(Task input)

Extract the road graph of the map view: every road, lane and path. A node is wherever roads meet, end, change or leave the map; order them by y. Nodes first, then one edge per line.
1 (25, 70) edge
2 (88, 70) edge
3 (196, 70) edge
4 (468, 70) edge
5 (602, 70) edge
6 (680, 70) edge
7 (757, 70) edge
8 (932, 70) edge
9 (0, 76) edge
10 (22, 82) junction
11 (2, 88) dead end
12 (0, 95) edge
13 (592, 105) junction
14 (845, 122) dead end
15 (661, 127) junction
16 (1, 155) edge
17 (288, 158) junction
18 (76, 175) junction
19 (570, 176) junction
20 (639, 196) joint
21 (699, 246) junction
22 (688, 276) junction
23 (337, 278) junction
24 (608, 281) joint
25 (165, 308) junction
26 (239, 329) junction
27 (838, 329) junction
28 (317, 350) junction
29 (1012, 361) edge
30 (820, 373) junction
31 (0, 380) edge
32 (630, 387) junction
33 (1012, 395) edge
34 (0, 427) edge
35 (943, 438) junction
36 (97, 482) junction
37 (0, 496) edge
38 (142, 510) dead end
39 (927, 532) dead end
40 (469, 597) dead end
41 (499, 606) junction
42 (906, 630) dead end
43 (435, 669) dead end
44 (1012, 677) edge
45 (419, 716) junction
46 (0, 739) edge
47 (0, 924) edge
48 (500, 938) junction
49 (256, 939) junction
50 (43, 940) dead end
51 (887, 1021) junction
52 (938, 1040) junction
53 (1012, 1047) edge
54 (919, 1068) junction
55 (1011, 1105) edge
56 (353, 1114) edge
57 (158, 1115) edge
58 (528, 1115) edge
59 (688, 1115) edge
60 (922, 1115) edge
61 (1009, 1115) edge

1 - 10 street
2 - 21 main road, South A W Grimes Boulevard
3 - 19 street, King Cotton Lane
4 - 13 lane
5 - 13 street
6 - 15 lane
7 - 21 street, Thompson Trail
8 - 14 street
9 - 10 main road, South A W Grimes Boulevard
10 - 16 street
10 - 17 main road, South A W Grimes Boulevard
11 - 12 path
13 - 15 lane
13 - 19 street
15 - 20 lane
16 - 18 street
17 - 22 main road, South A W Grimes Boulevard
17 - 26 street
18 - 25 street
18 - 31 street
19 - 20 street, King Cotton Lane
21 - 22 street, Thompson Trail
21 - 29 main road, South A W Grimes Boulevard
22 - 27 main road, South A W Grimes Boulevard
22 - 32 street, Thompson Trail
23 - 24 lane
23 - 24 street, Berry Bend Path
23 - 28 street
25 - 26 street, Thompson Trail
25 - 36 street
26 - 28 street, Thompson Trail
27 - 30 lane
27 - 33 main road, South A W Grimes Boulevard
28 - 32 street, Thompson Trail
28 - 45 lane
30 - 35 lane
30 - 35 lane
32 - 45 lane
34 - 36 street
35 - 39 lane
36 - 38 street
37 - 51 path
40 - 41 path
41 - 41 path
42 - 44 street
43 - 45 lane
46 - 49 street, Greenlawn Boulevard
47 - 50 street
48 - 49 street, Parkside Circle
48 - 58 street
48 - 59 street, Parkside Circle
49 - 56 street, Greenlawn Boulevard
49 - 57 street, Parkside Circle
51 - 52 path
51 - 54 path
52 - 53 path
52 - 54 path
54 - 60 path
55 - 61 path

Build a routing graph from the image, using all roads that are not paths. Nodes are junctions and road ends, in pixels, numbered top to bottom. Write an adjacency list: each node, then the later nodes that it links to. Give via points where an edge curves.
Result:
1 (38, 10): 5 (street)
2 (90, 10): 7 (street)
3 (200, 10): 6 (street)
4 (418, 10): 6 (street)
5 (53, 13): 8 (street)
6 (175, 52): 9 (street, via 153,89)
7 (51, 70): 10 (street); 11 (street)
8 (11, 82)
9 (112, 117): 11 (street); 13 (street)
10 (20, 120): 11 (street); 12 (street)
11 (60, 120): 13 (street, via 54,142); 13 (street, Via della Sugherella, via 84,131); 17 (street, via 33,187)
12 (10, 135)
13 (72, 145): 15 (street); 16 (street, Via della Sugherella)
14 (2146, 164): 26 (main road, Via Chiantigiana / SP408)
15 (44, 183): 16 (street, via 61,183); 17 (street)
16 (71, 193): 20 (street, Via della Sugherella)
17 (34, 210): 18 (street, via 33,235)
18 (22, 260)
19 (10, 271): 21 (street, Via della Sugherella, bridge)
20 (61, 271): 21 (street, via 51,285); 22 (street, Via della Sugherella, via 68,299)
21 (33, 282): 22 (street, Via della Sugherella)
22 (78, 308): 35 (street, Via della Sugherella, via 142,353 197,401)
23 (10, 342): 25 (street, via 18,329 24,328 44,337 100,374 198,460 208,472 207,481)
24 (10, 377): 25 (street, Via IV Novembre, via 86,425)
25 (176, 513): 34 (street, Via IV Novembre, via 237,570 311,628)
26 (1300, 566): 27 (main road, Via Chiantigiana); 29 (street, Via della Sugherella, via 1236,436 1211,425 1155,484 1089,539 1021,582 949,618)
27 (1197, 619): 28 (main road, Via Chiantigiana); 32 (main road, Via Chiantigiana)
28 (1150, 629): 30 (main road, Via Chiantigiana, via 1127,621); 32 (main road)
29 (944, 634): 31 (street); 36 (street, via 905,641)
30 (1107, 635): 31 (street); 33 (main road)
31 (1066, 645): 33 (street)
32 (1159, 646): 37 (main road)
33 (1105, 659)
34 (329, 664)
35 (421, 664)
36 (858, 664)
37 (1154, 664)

(End Task input)

• Exercise brief
Take the data above and reproduce it exactly.

• Output of the exercise
Extract the road graph of the map view: every road, lane and path. A node is wherever roads meet, end, change or leave the map; order them by y. Nodes first, then one edge per line.
1 (25, 70) edge
2 (88, 70) edge
3 (196, 70) edge
4 (468, 70) edge
5 (602, 70) edge
6 (680, 70) edge
7 (757, 70) edge
8 (932, 70) edge
9 (0, 76) edge
10 (22, 82) junction
11 (2, 88) dead end
12 (0, 95) edge
13 (592, 105) junction
14 (845, 122) dead end
15 (661, 127) junction
16 (1, 155) edge
17 (288, 158) junction
18 (76, 175) junction
19 (570, 176) junction
20 (639, 196) joint
21 (699, 246) junction
22 (688, 276) junction
23 (337, 278) junction
24 (608, 281) joint
25 (165, 308) junction
26 (239, 329) junction
27 (838, 329) junction
28 (317, 350) junction
29 (1012, 361) edge
30 (820, 373) junction
31 (0, 380) edge
32 (630, 387) junction
33 (1012, 395) edge
34 (0, 427) edge
35 (943, 438) junction
36 (97, 482) junction
37 (0, 496) edge
38 (142, 510) dead end
39 (927, 532) dead end
40 (469, 597) dead end
41 (499, 606) junction
42 (906, 630) dead end
43 (435, 669) dead end
44 (1012, 677) edge
45 (419, 716) junction
46 (0, 739) edge
47 (0, 924) edge
48 (500, 938) junction
49 (256, 939) junction
50 (43, 940) dead end
51 (887, 1021) junction
52 (938, 1040) junction
53 (1012, 1047) edge
54 (919, 1068) junction
55 (1011, 1105) edge
56 (353, 1114) edge
57 (158, 1115) edge
58 (528, 1115) edge
59 (688, 1115) edge
60 (922, 1115) edge
61 (1009, 1115) edge

1 - 10 street
2 - 21 main road, South A W Grimes Boulevard
3 - 19 street, King Cotton Lane
4 - 13 lane
5 - 13 street
6 - 15 lane
7 - 21 street, Thompson Trail
8 - 14 street
9 - 10 main road, South A W Grimes Boulevard
10 - 16 street
10 - 17 main road, South A W Grimes Boulevard
11 - 12 path
13 - 15 lane
13 - 19 street
15 - 20 lane
16 - 18 street
17 - 22 main road, South A W Grimes Boulevard
17 - 26 street
18 - 25 street
18 - 31 street
19 - 20 street, King Cotton Lane
21 - 22 street, Thompson Trail
21 - 29 main road, South A W Grimes Boulevard
22 - 27 main road, South A W Grimes Boulevard
22 - 32 street, Thompson Trail
23 - 24 lane
23 - 24 street, Berry Bend Path
23 - 28 street
25 - 26 street, Thompson Trail
25 - 36 street
26 - 28 street, Thompson Trail
27 - 30 lane
27 - 33 main road, South A W Grimes Boulevard
28 - 32 street, Thompson Trail
28 - 45 lane
30 - 35 lane
30 - 35 lane
32 - 45 lane
34 - 36 street
35 - 39 lane
36 - 38 street
37 - 51 path
40 - 41 path
41 - 41 path
42 - 44 street
43 - 45 lane
46 - 49 street, Greenlawn Boulevard
47 - 50 street
48 - 49 street, Parkside Circle
48 - 58 street
48 - 59 street, Parkside Circle
49 - 56 street, Greenlawn Boulevard
49 - 57 street, Parkside Circle
51 - 52 path
51 - 54 path
52 - 53 path
52 - 54 path
54 - 60 path
55 - 61 path

Build a routing graph from the image, using all roads that are not paths. Nodes are junctions and road ends, in pixels, numbered top to bottom. Write an adjacency list: each node, then the later nodes that it links to. Give via points where an edge curves.
Result:
1 (38, 10): 5 (street)
2 (90, 10): 7 (street)
3 (200, 10): 6 (street)
4 (418, 10): 6 (street)
5 (53, 13): 8 (street)
6 (175, 52): 9 (street, via 153,89)
7 (51, 70): 10 (street); 11 (street)
8 (11, 82)
9 (112, 117): 11 (street); 13 (street)
10 (20, 120): 11 (street); 12 (street)
11 (60, 120): 13 (street, via 54,142); 13 (street, Via della Sugherella, via 84,131); 17 (street, via 33,187)
12 (10, 135)
13 (72, 145): 15 (street); 16 (street, Via della Sugherella)
14 (2146, 164): 26 (main road, Via Chiantigiana / SP408)
15 (44, 183): 16 (street, via 61,183); 17 (street)
16 (71, 193): 20 (street, Via della Sugherella)
17 (34, 210): 18 (street, via 33,235)
18 (22, 260)
19 (10, 271): 21 (street, Via della Sugherella, bridge)
20 (61, 271): 21 (street, via 51,285); 22 (street, Via della Sugherella, via 68,299)
21 (33, 282): 22 (street, Via della Sugherella)
22 (78, 308): 35 (street, Via della Sugherella, via 142,353 197,401)
23 (10, 342): 25 (street, via 18,329 24,328 44,337 100,374 198,460 208,472 207,481)
24 (10, 377): 25 (street, Via IV Novembre, via 86,425)
25 (176, 513): 34 (street, Via IV Novembre, via 237,570 311,628)
26 (1300, 566): 27 (main road, Via Chiantigiana); 29 (street, Via della Sugherella, via 1236,436 1211,425 1155,484 1089,539 1021,582 949,618)
27 (1197, 619): 28 (main road, Via Chiantigiana); 32 (main road, Via Chiantigiana)
28 (1150, 629): 30 (main road, Via Chiantigiana, via 1127,621); 32 (main road)
29 (944, 634): 31 (street); 36 (street, via 905,641)
30 (1107, 635): 31 (street); 33 (main road)
31 (1066, 645): 33 (street)
32 (1159, 646): 37 (main road)
33 (1105, 659)
34 (329, 664)
35 (421, 664)
36 (858, 664)
37 (1154, 664)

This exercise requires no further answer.